Deliverable: A perl file called lastname_firstname_final_1.pl that I can run by typing "perl FILENAME". It should output a file called lastname_firstname_cities.txt that contains one city/state (or city,province or city,country if you use international locations) with the corresponding count on each line.

Here's the sample code from class

Converting To Lat/Lon

Next, convert your list of cities to latitude/longitude coordinates. Do this using the Google Maps API. Documentation is available here. Use the latitude and longitude from the geometry->location element of the data.

To do this (and the next step), you will need an API Key. To get that, go to https://developers.google.com/maps/documentation/javascript/heatmaplayer. At the top of the page, click "Get A Key'. Click Create New Project in the pull down and give your project a name. Then click "Create and Enable API". This will generate a key for you that you can use in the places google indicates you need to include YOUR_API_KEY.

At the end of this step, you should produce a list of latitudes and longitudes and a corresponding count of UFO sightings.

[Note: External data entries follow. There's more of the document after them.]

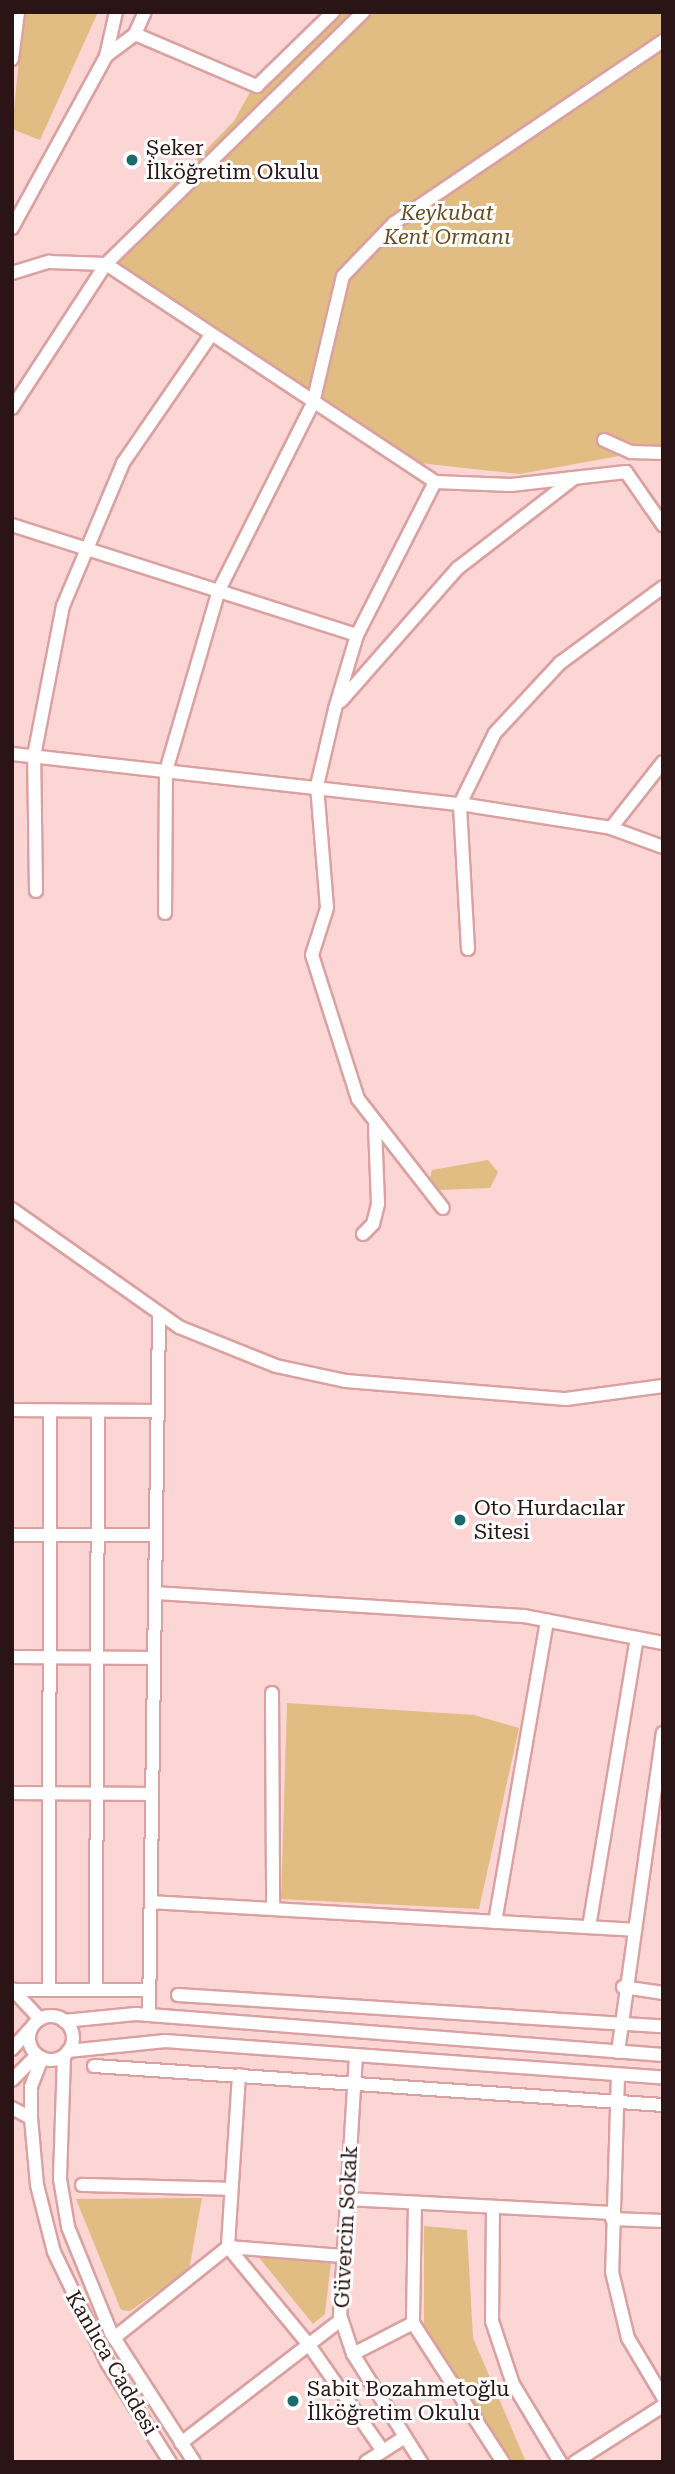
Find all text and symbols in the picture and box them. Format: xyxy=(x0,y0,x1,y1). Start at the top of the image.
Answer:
place label: Şeker İlköğretim Okulu xyxy=(146,135,319,185)
marker: Şeker İlköğretim Okulu xyxy=(124,152,140,168)
park label: Keykubat Kent Ormanı xyxy=(383,200,511,250)
place label: Oto Hurdacılar Sitesi xyxy=(474,1495,625,1545)
marker: Oto Hurdacılar Sitesi xyxy=(452,1512,468,1528)
street label: Güvercin Sokak xyxy=(329,2145,363,2309)
street label: Kanlıca Caddesi xyxy=(60,2286,164,2440)
place label: Sabit Bozahmetoğlu İlköğretim Okulu xyxy=(307,2376,509,2426)
marker: Sabit Bozahmetoğlu İlköğretim Okulu xyxy=(285,2393,301,2409)

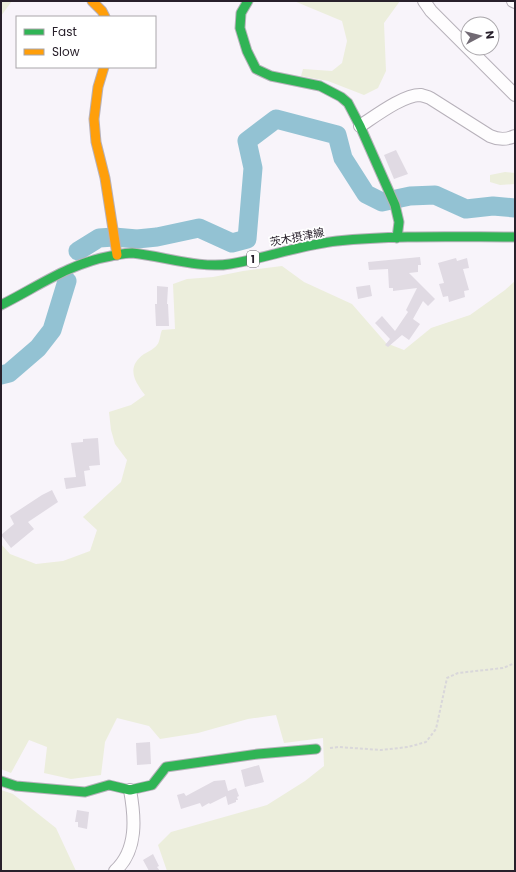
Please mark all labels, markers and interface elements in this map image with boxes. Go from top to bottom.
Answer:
legend [16,16,156,68]
north arrow [460,16,500,56]
text: Fast [52,23,77,40]
text: N [481,30,498,40]
text: Slow [52,43,80,60]
street label: 茨木摂津線 [268,224,326,250]
road number: 1 [247,251,259,267]

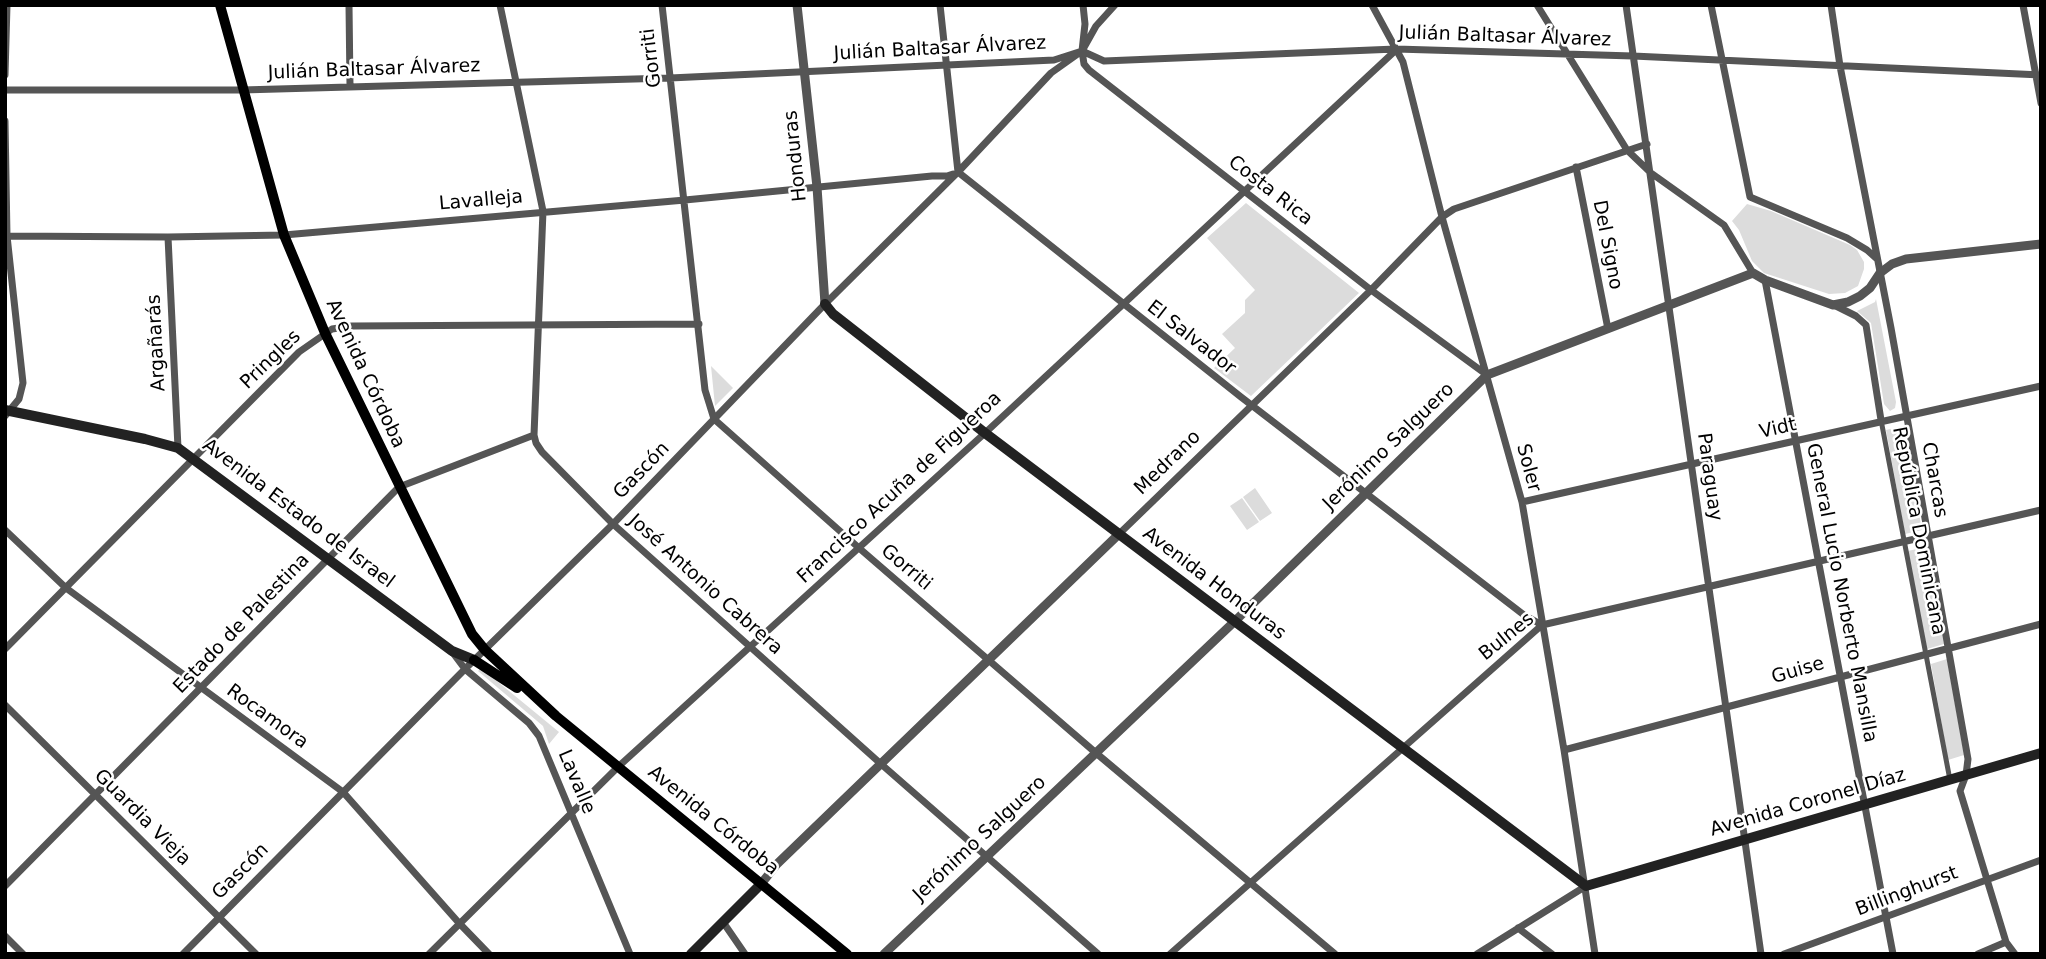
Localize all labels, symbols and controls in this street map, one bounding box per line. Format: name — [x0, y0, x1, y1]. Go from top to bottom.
street label: Julián Baltasar Álvarez — [1398, 22, 1612, 52]
street label: Gorriti — [637, 27, 667, 89]
street label: Julián Baltasar Álvarez — [833, 32, 1047, 66]
street label: Julián Baltasar Álvarez — [267, 55, 481, 85]
street label: Honduras — [780, 109, 812, 203]
street label: Costa Rica — [1223, 151, 1317, 231]
street label: Lavalleja — [438, 186, 524, 216]
street label: Del Signo — [1587, 198, 1627, 292]
street label: Argañarás — [143, 294, 171, 392]
street label: Avenida Córdoba — [321, 296, 409, 452]
street label: El Salvador — [1142, 296, 1240, 380]
street label: Pringles — [236, 326, 306, 394]
street label: Jerónimo Salguero — [1319, 379, 1459, 515]
street label: Francisco Acuña de Figueroa — [793, 387, 1007, 589]
street label: Vidt — [1757, 414, 1799, 444]
street label: República Dominicana — [1887, 425, 1949, 637]
street label: Medrano — [1130, 426, 1206, 500]
street label: Paraguay — [1692, 431, 1726, 523]
street label: Avenida Estado de Israel — [198, 434, 398, 594]
street label: Gascón — [609, 438, 675, 504]
street label: Charcas — [1916, 440, 1952, 520]
street label: General Lucio Norberto Mansilla — [1801, 441, 1881, 745]
street label: Soler — [1511, 442, 1545, 494]
street label: José Antonio Cabrera — [623, 510, 787, 660]
street label: Avenida Honduras — [1138, 523, 1290, 645]
street label: Gorriti — [876, 540, 936, 596]
street label: Estado de Palestina — [169, 549, 315, 699]
street label: Bulnes — [1475, 608, 1539, 666]
street label: Guise — [1769, 653, 1827, 689]
street label: Rocamora — [222, 680, 312, 754]
street label: Lavalle — [552, 747, 600, 817]
street label: Avenida Córdoba — [643, 761, 783, 881]
street label: Avenida Coronel Díaz — [1708, 764, 1908, 842]
street label: Guardia Vieja — [89, 765, 195, 871]
street label: Jerónimo Salguero — [909, 771, 1051, 907]
street label: Gascón — [208, 839, 274, 905]
street label: Billinghurst — [1853, 862, 1961, 922]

Deliverable: A perl file called lastname_firstname_final_2.pl that I can run by typing "perl FILENAME". It should open your file lastname_firstname_cities.txt from the current directory (DO NOT put a full path to the file in your code. Just use the file name so it will work on my system). It should output a file lastname_firstname_latlon.txt that has one latitude/longitude pair on each line with its corresponding count that matches with the city/state on each line of your lastname_firstname_cities.txt file.

Creating a Heatmap

You can use your list of lat/lon coordinates and counts to make a heatmap. This is also done with the Google Maps API. Details on using the API to create a heatmap are available here. I suggest you copy their sample HTML and create a perl file that prints out that HTML, replacing the points they have listed with the points from your data. You should also review the documentation to do weighted data points. Your points should be weighted with the counts that you have been tracking.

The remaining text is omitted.